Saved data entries
+-------+

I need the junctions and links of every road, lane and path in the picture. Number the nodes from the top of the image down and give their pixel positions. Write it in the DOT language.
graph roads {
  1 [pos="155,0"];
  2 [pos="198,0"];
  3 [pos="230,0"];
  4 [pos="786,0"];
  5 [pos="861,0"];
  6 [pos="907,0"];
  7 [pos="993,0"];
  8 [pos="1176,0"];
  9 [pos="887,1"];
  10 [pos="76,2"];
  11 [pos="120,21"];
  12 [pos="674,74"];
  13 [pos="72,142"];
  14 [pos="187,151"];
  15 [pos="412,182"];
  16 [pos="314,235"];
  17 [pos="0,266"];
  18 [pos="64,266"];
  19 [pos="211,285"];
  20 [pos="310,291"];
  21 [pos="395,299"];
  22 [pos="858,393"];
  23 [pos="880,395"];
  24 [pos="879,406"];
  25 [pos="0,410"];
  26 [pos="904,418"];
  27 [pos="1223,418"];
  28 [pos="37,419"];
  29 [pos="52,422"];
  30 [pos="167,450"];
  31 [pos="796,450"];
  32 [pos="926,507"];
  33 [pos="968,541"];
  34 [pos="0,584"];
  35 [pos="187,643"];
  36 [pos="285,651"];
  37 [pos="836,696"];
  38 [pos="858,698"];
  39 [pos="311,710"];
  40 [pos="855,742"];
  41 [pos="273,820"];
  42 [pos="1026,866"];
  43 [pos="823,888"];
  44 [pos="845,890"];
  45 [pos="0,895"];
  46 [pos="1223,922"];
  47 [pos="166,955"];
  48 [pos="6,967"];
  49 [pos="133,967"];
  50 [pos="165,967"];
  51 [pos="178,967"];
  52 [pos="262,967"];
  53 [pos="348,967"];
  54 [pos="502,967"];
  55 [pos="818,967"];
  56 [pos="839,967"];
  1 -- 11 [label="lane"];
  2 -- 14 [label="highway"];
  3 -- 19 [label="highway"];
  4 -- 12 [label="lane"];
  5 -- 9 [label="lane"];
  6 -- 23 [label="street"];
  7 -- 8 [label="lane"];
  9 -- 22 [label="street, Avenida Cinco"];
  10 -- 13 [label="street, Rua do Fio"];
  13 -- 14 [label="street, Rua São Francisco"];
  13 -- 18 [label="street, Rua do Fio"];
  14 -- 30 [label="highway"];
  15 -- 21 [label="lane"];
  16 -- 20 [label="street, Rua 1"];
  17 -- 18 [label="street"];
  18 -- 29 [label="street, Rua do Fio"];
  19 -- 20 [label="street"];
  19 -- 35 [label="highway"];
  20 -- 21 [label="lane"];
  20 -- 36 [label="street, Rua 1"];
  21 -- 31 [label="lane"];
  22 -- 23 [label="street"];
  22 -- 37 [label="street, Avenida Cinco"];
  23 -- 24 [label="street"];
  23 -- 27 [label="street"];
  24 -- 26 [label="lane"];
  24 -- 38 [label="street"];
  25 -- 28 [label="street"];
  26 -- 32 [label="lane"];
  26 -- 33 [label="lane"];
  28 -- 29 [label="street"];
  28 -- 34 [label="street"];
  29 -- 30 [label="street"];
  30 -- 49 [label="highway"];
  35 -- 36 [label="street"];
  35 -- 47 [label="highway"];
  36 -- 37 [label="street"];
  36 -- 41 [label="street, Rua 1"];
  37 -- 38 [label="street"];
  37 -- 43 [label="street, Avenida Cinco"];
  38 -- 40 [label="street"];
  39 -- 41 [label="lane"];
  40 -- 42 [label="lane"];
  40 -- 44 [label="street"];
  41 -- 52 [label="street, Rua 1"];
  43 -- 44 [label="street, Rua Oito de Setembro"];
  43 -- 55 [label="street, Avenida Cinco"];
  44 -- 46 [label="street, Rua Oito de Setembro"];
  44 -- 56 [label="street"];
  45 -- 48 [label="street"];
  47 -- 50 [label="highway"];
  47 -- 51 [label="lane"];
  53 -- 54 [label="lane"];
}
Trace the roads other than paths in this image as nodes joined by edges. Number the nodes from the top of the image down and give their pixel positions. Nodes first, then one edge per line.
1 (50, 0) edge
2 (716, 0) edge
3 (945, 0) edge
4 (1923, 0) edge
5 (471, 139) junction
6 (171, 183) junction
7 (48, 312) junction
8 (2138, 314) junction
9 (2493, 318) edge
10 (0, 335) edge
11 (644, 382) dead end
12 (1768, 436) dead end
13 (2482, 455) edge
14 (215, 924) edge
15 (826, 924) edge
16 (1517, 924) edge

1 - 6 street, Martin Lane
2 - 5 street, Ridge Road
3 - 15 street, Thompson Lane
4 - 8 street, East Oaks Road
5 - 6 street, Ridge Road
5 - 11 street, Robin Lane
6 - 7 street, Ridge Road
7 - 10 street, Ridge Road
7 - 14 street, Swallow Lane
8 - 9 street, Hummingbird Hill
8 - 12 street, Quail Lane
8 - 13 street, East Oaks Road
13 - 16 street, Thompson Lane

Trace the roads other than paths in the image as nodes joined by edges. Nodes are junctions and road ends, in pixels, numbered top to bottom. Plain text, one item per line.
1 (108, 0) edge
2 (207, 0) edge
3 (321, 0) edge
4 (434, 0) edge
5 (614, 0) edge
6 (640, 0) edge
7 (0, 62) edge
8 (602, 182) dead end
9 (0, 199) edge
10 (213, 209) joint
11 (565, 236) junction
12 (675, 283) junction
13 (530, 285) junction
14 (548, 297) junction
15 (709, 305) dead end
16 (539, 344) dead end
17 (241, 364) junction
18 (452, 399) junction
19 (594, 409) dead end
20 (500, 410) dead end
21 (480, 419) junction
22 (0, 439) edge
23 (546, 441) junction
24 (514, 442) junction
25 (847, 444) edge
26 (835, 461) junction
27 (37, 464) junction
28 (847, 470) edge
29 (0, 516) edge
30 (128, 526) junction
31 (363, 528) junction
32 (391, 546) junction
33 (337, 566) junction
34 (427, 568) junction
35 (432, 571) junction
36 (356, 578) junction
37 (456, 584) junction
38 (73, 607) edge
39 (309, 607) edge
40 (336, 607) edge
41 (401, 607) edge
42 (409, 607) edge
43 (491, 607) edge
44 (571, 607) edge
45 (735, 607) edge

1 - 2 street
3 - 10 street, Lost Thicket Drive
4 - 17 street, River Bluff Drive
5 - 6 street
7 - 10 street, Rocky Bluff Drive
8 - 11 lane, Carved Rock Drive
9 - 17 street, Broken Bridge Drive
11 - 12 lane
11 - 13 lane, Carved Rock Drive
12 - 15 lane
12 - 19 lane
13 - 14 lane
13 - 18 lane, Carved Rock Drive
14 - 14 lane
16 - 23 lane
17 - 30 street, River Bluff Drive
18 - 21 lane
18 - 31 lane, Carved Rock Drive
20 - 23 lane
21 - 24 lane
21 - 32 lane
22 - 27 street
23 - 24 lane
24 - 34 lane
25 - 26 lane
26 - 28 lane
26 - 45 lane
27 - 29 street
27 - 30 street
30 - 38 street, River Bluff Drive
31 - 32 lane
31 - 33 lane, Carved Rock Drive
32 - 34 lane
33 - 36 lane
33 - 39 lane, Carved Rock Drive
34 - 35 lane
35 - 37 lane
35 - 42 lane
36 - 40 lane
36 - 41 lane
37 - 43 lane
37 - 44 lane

+-------+

Task directions: The answer must be every line of the data that contains the word "Carved".

Written response:
8 - 11 lane, Carved Rock Drive
11 - 13 lane, Carved Rock Drive
13 - 18 lane, Carved Rock Drive
18 - 31 lane, Carved Rock Drive
31 - 33 lane, Carved Rock Drive
33 - 39 lane, Carved Rock Drive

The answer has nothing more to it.